#### About this exercise
Scan the lines below for "VATICANO" and copy the matches.

#### Input material
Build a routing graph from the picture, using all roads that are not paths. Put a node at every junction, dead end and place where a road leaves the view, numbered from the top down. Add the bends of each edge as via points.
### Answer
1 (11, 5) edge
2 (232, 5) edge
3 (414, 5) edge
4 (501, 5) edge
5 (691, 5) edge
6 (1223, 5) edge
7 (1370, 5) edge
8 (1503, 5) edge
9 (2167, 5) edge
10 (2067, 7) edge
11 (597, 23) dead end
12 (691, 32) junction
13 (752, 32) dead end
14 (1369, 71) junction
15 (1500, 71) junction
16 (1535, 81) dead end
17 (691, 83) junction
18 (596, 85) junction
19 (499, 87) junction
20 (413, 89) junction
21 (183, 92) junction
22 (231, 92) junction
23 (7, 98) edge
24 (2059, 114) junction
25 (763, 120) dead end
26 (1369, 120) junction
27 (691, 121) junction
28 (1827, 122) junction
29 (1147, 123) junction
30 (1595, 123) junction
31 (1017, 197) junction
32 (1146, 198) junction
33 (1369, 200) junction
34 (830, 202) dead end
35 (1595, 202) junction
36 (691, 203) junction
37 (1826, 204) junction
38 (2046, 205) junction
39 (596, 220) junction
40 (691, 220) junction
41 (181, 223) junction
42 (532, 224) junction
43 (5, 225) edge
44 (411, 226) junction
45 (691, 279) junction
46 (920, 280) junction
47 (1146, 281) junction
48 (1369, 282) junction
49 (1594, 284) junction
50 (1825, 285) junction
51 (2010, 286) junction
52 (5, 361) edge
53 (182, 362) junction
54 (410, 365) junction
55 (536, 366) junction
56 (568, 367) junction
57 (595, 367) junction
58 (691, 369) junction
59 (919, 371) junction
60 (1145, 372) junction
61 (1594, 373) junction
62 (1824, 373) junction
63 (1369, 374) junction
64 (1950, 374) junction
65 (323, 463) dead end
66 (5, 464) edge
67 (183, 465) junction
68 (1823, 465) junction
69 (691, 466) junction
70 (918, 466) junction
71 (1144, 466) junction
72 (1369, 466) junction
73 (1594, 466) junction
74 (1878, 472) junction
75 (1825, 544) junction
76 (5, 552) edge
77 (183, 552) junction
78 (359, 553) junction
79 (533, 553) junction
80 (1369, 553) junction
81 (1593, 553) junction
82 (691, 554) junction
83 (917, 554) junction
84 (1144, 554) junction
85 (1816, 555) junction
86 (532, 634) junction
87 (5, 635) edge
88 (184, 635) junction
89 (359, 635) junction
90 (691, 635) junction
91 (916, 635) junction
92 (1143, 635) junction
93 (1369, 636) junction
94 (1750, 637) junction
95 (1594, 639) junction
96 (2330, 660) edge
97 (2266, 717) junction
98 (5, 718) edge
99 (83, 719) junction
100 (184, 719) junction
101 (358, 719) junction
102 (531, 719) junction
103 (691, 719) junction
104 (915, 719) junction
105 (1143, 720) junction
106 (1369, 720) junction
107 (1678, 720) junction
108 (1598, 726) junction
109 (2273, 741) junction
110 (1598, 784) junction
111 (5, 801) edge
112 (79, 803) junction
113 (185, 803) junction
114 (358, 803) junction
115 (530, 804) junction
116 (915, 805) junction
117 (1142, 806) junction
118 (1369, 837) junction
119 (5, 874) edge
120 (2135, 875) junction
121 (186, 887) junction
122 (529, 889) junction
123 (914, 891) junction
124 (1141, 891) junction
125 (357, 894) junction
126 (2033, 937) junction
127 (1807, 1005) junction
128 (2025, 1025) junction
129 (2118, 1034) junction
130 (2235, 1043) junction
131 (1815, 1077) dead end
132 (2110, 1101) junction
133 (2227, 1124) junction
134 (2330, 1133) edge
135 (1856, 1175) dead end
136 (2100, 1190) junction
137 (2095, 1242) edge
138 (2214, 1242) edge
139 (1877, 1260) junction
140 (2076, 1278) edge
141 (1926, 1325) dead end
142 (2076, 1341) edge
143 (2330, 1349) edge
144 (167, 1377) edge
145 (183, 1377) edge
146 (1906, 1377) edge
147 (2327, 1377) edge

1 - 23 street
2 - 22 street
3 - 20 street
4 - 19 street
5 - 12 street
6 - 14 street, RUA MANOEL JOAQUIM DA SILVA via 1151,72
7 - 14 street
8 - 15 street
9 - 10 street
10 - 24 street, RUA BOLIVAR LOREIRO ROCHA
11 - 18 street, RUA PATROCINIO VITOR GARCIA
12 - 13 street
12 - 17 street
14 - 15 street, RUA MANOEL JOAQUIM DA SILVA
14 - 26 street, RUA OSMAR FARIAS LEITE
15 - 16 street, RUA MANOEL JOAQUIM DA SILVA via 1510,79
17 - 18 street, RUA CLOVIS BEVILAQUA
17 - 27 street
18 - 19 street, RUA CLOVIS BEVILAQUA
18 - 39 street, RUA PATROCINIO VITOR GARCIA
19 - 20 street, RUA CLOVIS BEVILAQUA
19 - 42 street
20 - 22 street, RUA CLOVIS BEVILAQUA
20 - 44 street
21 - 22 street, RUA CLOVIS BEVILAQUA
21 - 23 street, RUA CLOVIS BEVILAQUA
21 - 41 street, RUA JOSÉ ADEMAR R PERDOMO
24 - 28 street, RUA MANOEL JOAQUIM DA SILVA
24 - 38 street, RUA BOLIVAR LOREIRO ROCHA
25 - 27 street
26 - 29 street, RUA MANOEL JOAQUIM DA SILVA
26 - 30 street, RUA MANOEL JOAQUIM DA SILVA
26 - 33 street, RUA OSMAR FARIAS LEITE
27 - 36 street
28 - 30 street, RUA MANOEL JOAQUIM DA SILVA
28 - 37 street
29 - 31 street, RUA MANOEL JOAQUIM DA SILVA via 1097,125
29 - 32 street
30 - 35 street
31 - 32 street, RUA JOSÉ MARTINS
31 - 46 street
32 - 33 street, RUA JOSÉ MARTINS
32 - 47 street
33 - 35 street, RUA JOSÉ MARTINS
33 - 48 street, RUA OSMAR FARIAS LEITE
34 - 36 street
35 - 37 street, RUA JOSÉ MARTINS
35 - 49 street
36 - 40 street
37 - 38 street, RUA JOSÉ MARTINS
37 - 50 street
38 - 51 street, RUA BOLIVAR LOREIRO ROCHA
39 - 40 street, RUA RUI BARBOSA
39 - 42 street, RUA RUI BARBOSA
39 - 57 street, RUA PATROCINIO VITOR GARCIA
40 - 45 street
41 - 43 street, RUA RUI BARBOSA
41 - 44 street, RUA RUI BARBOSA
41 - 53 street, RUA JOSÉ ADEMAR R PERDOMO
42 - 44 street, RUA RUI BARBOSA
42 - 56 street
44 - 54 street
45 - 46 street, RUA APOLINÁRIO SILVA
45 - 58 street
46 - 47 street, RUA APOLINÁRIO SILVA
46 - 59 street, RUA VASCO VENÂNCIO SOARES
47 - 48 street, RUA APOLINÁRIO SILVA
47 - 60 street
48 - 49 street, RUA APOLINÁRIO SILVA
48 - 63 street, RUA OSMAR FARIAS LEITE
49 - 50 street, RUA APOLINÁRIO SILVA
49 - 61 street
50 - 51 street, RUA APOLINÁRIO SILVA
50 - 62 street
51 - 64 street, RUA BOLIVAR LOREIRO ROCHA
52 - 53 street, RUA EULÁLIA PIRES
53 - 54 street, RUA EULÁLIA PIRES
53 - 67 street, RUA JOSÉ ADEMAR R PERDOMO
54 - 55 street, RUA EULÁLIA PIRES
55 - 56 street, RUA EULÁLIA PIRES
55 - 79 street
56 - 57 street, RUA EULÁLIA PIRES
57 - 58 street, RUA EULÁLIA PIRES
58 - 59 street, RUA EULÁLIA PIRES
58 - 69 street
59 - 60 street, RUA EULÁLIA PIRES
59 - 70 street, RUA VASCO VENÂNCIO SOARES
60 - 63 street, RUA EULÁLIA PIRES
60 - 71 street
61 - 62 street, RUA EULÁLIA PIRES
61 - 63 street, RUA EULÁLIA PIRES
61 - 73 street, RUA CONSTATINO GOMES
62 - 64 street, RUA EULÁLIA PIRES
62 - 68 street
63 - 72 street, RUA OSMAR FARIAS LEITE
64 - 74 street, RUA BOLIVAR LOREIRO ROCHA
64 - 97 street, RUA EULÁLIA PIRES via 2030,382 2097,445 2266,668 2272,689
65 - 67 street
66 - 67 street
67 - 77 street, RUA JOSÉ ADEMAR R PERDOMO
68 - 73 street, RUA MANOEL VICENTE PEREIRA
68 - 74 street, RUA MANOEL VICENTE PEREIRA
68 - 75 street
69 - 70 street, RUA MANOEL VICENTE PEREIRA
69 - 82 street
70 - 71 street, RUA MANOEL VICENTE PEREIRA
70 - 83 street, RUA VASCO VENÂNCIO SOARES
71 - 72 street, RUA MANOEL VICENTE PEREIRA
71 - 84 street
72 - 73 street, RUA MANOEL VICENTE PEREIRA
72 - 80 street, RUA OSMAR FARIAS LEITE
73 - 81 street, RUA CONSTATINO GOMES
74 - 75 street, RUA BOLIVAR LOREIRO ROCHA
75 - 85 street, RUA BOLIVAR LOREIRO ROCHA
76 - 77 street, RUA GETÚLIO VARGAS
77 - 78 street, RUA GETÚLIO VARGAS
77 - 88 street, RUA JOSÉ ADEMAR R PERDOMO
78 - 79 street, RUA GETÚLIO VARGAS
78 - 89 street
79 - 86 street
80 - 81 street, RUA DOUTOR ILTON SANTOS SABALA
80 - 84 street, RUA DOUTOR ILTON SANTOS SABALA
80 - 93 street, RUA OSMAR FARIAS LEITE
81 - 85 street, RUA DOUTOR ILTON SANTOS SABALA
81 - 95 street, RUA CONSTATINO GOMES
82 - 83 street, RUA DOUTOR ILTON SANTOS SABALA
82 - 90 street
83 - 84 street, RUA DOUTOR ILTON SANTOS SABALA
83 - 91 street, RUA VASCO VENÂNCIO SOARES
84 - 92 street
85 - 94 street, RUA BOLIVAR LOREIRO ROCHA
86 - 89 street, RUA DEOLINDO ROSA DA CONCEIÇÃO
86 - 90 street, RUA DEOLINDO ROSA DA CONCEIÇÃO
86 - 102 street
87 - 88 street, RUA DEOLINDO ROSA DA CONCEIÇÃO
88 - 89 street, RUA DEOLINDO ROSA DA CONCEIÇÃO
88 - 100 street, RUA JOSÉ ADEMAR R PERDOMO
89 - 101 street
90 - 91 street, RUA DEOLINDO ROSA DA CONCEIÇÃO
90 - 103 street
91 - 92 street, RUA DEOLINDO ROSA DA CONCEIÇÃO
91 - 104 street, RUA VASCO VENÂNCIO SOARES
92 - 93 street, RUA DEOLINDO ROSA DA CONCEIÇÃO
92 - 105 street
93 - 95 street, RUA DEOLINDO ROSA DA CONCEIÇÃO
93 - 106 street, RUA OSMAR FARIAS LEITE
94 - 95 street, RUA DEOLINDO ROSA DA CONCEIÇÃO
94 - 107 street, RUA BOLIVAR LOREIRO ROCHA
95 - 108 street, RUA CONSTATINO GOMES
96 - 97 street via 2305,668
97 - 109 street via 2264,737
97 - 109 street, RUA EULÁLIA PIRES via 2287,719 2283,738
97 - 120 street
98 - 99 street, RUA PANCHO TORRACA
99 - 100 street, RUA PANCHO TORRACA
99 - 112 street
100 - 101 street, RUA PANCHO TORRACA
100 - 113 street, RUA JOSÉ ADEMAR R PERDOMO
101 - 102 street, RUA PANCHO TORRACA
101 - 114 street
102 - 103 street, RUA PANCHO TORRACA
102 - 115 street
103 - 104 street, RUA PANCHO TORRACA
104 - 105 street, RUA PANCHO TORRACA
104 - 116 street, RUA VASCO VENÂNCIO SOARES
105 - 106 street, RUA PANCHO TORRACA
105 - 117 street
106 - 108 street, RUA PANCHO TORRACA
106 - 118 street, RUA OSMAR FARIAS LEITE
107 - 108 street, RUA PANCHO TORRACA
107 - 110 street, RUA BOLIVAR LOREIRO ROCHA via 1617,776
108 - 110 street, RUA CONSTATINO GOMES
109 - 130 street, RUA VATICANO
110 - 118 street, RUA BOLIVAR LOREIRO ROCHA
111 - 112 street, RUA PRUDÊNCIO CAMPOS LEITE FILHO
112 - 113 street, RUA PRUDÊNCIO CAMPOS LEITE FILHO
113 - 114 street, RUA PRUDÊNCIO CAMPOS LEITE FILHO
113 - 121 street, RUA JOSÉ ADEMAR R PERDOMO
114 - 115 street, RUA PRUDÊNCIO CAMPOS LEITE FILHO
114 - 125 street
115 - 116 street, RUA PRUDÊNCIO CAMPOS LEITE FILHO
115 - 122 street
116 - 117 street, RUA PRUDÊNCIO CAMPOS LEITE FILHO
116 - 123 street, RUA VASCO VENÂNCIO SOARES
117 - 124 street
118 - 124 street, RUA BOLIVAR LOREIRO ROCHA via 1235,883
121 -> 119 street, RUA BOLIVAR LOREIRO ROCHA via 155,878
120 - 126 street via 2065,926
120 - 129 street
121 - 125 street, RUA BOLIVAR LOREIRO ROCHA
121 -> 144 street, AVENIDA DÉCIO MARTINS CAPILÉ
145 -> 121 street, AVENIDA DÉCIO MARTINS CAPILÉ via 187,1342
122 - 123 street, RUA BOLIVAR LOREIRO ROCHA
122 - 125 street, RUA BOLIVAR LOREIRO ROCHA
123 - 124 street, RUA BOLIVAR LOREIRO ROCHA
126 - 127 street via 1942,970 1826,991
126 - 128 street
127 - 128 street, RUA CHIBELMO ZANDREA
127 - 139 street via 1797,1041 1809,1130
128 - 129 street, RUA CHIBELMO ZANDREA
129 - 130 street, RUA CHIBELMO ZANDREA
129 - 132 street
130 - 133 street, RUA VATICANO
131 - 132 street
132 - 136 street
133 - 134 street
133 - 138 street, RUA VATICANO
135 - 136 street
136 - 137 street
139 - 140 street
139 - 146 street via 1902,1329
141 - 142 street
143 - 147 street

#### Final answer
109 - 130 street, RUA VATICANO
130 - 133 street, RUA VATICANO
133 - 138 street, RUA VATICANO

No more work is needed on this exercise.